Exercise —
Go through the material that comes after this and count the lines containing "MINT"; report only the count.

Exercise materials —
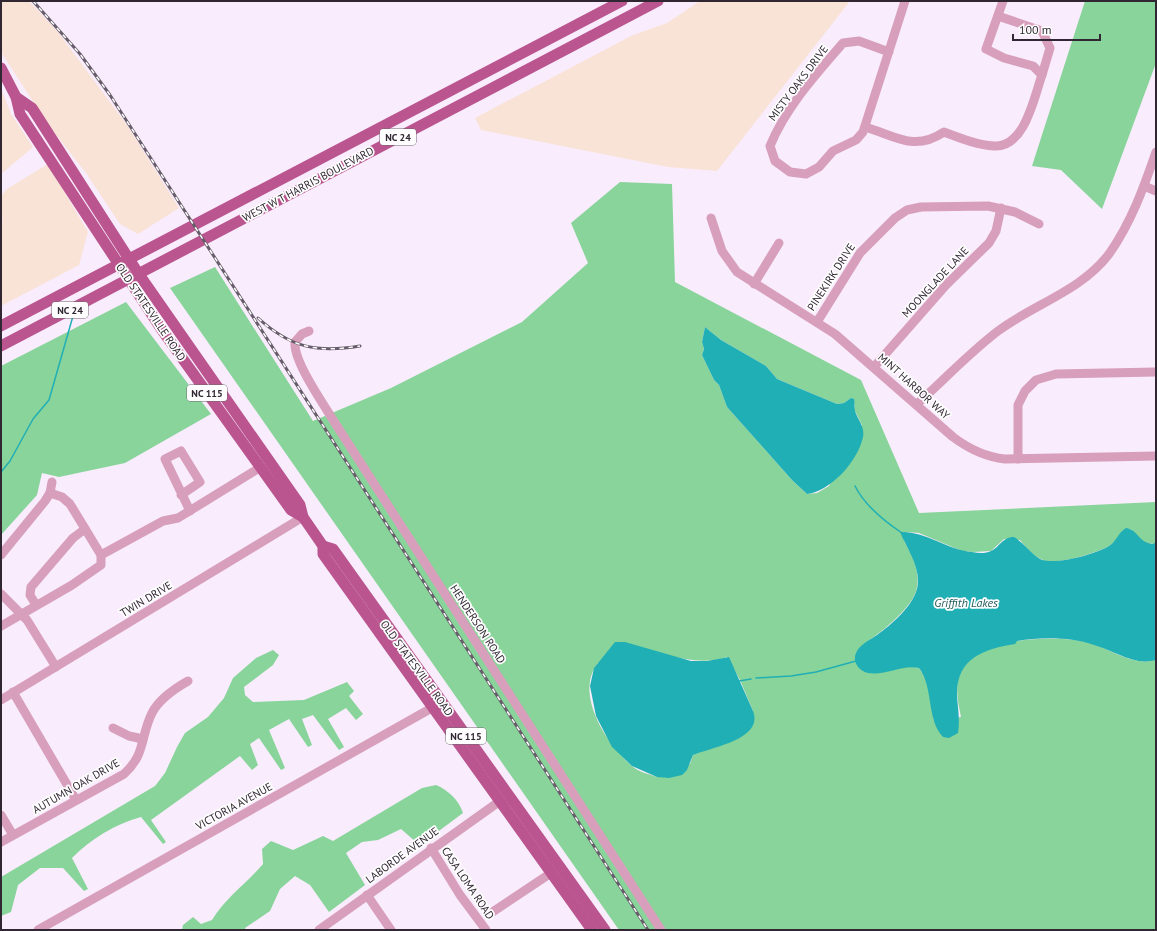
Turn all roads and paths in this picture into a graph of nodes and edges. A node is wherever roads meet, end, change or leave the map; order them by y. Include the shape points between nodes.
1 (622, 1) edge
2 (658, 1) edge
3 (905, 1) edge
4 (1003, 1) edge
5 (998, 16) junction
6 (889, 52) junction
7 (1, 68) edge
8 (1042, 75) junction
9 (17, 101) junction
10 (865, 127) junction
11 (1156, 152) edge
12 (1144, 186) junction
13 (1156, 191) edge
14 (88, 196) junction
15 (1001, 208) junction
16 (711, 218) dead end
17 (1039, 224) dead end
18 (779, 242) dead end
19 (129, 259) junction
20 (118, 264) junction
21 (138, 273) junction
22 (128, 279) junction
23 (754, 284) junction
24 (817, 322) junction
25 (1, 326) edge
26 (309, 331) dead end
27 (1, 346) edge
28 (874, 367) junction
29 (1156, 372) edge
30 (917, 404) junction
31 (1156, 456) edge
32 (1018, 459) junction
33 (261, 468) junction
34 (52, 482) dead end
35 (50, 493) junction
36 (181, 495) junction
37 (190, 511) junction
38 (303, 517) junction
39 (85, 529) junction
40 (1, 555) edge
41 (101, 555) junction
42 (1, 594) edge
43 (36, 605) junction
44 (21, 614) junction
45 (1, 626) edge
46 (56, 667) junction
47 (188, 681) dead end
48 (13, 692) junction
49 (1, 700) edge
50 (438, 705) junction
51 (113, 728) dead end
52 (143, 739) junction
53 (76, 800) junction
54 (500, 801) junction
55 (1, 815) edge
56 (13, 835) junction
57 (1, 842) edge
58 (431, 848) junction
59 (551, 873) junction
60 (367, 895) junction
61 (491, 913) dead end
62 (38, 930) edge
63 (319, 930) edge
64 (391, 930) edge
65 (486, 930) edge
66 (592, 930) edge
67 (605, 930) edge
68 (661, 930) edge

1 - 19 main road, WEST W T HARRIS BOULEVARD / NC 24
2 - 21 main road, WEST W T HARRIS BOULEVARD / NC 24
3 - 6 street, MISTY OAKS DRIVE
4 - 5 street
5 - 8 street via 1042,31 1050,48
5 - 8 street via 986,49 1004,58 1033,66
6 - 10 street, MISTY OAKS DRIVE
6 - 10 street, MISTY OAKS DRIVE via 859,41 843,43 782,121 770,146 775,161 790,172 806,174 819,167 833,151 856,140
7 - 9 main road, OLD STATESVILLE ROAD / NC 115
8 - 10 street via 1020,134 1010,142 996,146 970,142 944,132 932,140 916,143
9 - 14 main road via 33,119 60,162
9 - 14 main road, OLD STATESVILLE ROAD / NC 115 via 32,108
9 - 20 main road, OLD STATESVILLE ROAD / NC 115 via 20,114
11 - 12 street
12 - 13 street
12 - 30 street via 1129,222 1109,255 1060,296 999,330
14 - 19 main road, OLD STATESVILLE ROAD / NC 115
15 - 17 street, PINEKIRK DRIVE
15 - 24 street, PINEKIRK DRIVE via 975,205 921,207 902,212 860,253
15 - 28 street, MOONGLADE LANE via 996,231 989,243 946,285
16 - 23 street, MINT HARBOR WAY via 722,251 729,262 737,272
18 - 23 street
19 - 20 main road, WEST W T HARRIS BOULEVARD / NC 24
19 - 21 main road, OLD STATESVILLE ROAD / NC 115
20 - 22 main road, OLD STATESVILLE ROAD / NC 115
20 - 25 main road, WEST W T HARRIS BOULEVARD / NC 24
21 - 22 main road, WEST W T HARRIS BOULEVARD / NC 24
21 - 38 main road, OLD STATESVILLE ROAD / NC 115 via 300,504
22 - 27 main road, WEST W T HARRIS BOULEVARD / NC 24
22 - 33 main road, OLD STATESVILLE ROAD / NC 115
23 - 24 street, MINT HARBOR WAY
24 - 28 street, MINT HARBOR WAY
26 - 68 street, HENDERSON ROAD via 295,342 296,352 306,374
28 - 30 street, MINT HARBOR WAY
29 - 32 street via 1056,374 1036,380 1025,391 1018,405
30 - 32 street, MINT HARBOR WAY via 953,437 973,450 992,457
31 - 32 street, MINT HARBOR WAY
33 - 37 street
33 - 38 main road, OLD STATESVILLE ROAD / NC 115 via 291,510
34 - 35 street
35 - 39 street via 62,497 70,504
35 - 40 street
36 - 36 street via 165,459 181,451 200,482
36 - 37 street
37 - 41 street via 178,518 163,521
38 - 46 street, TWIN DRIVE
38 - 50 main road, OLD STATESVILLE ROAD / NC 115 via 323,546 323,554
39 - 41 street
39 - 43 street via 73,538 31,587 30,595
41 - 43 street via 101,565 98,568
42 - 44 street
43 - 44 street
44 - 45 street
44 - 46 street
46 - 48 street, TWIN DRIVE
47 - 52 street, AUTUMN OAK DRIVE via 158,704
48 - 49 street, TWIN DRIVE
48 - 53 street
50 - 54 main road, OLD STATESVILLE ROAD / NC 115
50 - 62 street, VICTORIA AVENUE
50 - 67 main road, OLD STATESVILLE ROAD / NC 115
51 - 52 street via 129,736
52 - 53 street, AUTUMN OAK DRIVE via 140,754 133,766 124,774
53 - 56 street, AUTUMN OAK DRIVE
54 - 58 street, LABORDE AVENUE
54 - 59 main road, OLD STATESVILLE ROAD / NC 115
55 - 56 street
56 - 57 street, AUTUMN OAK DRIVE
58 - 60 street, LABORDE AVENUE
58 - 65 street, CASA LOMA ROAD via 460,895
59 - 61 street
59 - 66 main road, OLD STATESVILLE ROAD / NC 115
60 - 63 street, LABORDE AVENUE
60 - 64 street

Task response —
6